The spread between Inland Empire and Orange County industrial rents has narrowed to just $0.10.

Inland Empire industrial rents are catching up to Orange County. According to a new report from JLL, the spread between industrial rents in the Inland Empire and in Orange County has narrowed to just $0.10. The spread has narrowed consistently over the last decade, closing sharply in 2018.

“There are several main factors that are driving Inland Empire industrial rents including: tenant demand across a majority of square footage segments is outpacing supply; the increase of construction cost and land basis cost for new development; flight to quality from tenant in-migration from surrounding counties who are unable to find suitable high cube space for better operational efficiencies; growth from Inland Empire companies,” Ruben Goodsell, managing director at JLL, tells GlobeSt.com.

The narrow spread between rents in the two market could potentially impact leasing activity. The Inland Empire has been a more affordable market, and has benefitted from a flight to affordability from the coastal markets. “Increased rental rates could impact leasing activity in certain size segments,” says Goodsell. “Companies that are more labor and port sensitive may pause and not relocate due to the perceived pricing discount not being as wide as it once was.  This may cause the companies to either renew at their current location or find additional ‘band-aid’ space to minimize cost and disruption in operations.”

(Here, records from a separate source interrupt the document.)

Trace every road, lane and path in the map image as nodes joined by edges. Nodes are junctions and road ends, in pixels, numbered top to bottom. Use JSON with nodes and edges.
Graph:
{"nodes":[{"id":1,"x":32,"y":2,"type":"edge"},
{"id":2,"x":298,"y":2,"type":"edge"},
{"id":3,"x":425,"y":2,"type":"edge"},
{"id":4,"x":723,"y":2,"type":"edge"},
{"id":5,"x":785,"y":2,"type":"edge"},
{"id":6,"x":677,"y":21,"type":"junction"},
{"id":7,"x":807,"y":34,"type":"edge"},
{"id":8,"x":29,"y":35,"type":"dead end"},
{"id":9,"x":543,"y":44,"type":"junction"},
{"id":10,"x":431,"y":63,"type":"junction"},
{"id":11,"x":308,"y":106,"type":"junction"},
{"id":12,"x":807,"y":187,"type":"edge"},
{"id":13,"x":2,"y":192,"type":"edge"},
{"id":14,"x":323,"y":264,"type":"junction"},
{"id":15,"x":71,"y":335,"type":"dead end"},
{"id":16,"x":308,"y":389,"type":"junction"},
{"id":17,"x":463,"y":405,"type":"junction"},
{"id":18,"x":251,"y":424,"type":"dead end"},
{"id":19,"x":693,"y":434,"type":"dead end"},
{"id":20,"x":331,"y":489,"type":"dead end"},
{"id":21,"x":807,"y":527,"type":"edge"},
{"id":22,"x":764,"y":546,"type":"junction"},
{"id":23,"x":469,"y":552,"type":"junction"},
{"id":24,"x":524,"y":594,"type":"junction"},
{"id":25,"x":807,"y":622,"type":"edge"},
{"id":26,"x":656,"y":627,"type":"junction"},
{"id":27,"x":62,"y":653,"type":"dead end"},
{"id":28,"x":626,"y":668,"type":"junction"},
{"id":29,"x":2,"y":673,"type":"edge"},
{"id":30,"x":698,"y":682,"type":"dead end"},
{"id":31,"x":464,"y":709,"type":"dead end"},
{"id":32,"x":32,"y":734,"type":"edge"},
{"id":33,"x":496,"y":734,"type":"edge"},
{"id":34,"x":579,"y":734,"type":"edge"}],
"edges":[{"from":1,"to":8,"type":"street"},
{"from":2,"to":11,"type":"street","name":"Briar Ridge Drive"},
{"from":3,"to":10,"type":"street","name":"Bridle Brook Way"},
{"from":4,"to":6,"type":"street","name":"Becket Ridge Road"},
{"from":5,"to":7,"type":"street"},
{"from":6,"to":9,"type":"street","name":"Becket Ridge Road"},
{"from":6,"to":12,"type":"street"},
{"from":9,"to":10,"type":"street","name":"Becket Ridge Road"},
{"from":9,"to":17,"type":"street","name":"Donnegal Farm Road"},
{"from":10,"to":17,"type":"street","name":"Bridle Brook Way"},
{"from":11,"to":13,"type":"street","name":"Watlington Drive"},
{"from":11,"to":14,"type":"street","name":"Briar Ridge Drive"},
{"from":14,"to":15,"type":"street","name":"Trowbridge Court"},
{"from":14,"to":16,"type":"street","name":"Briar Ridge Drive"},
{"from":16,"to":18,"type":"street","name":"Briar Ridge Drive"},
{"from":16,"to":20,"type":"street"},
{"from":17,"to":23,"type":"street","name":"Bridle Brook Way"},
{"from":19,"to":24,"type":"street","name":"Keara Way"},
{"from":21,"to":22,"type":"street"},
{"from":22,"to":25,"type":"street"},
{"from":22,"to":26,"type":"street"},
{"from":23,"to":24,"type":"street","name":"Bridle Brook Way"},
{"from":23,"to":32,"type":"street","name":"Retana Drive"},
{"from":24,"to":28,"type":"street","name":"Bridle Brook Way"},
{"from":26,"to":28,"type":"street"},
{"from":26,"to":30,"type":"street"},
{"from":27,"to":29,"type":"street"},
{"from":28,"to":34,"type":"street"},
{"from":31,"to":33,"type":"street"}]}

Inland Empire rents may be catching up to Orange County, but they won’t likely catch up to Los Angeles—which is the most expensive market in Southern California. “In terms of class-A industrial space, we do not expect Inland Empire industrial rents to reach Los Angeles industrial rents in this cycle,” says Goodsell. “This would be due to lack of relevant available product and high land / entitlement cost basis associated for similar product in which any new product will mostly come from areas requiring redevelopment.  Users of high cube product that desire to stay in Los Angeles are predominately very port and labor sensitive and the amount of truck turns in moving high velocity product is paramount therefor the relative pricing per-square-foot premium is not the primary driver for relocation.”

However, the growth rate in the Inland Empire is outpacing other Southern California markets. “The Inland Empire industrial market will continue to outpace the surrounding submarkets in the greater Los Angeles region due to its available land supply for new construction and users continued flight to quality,” says Goodsell.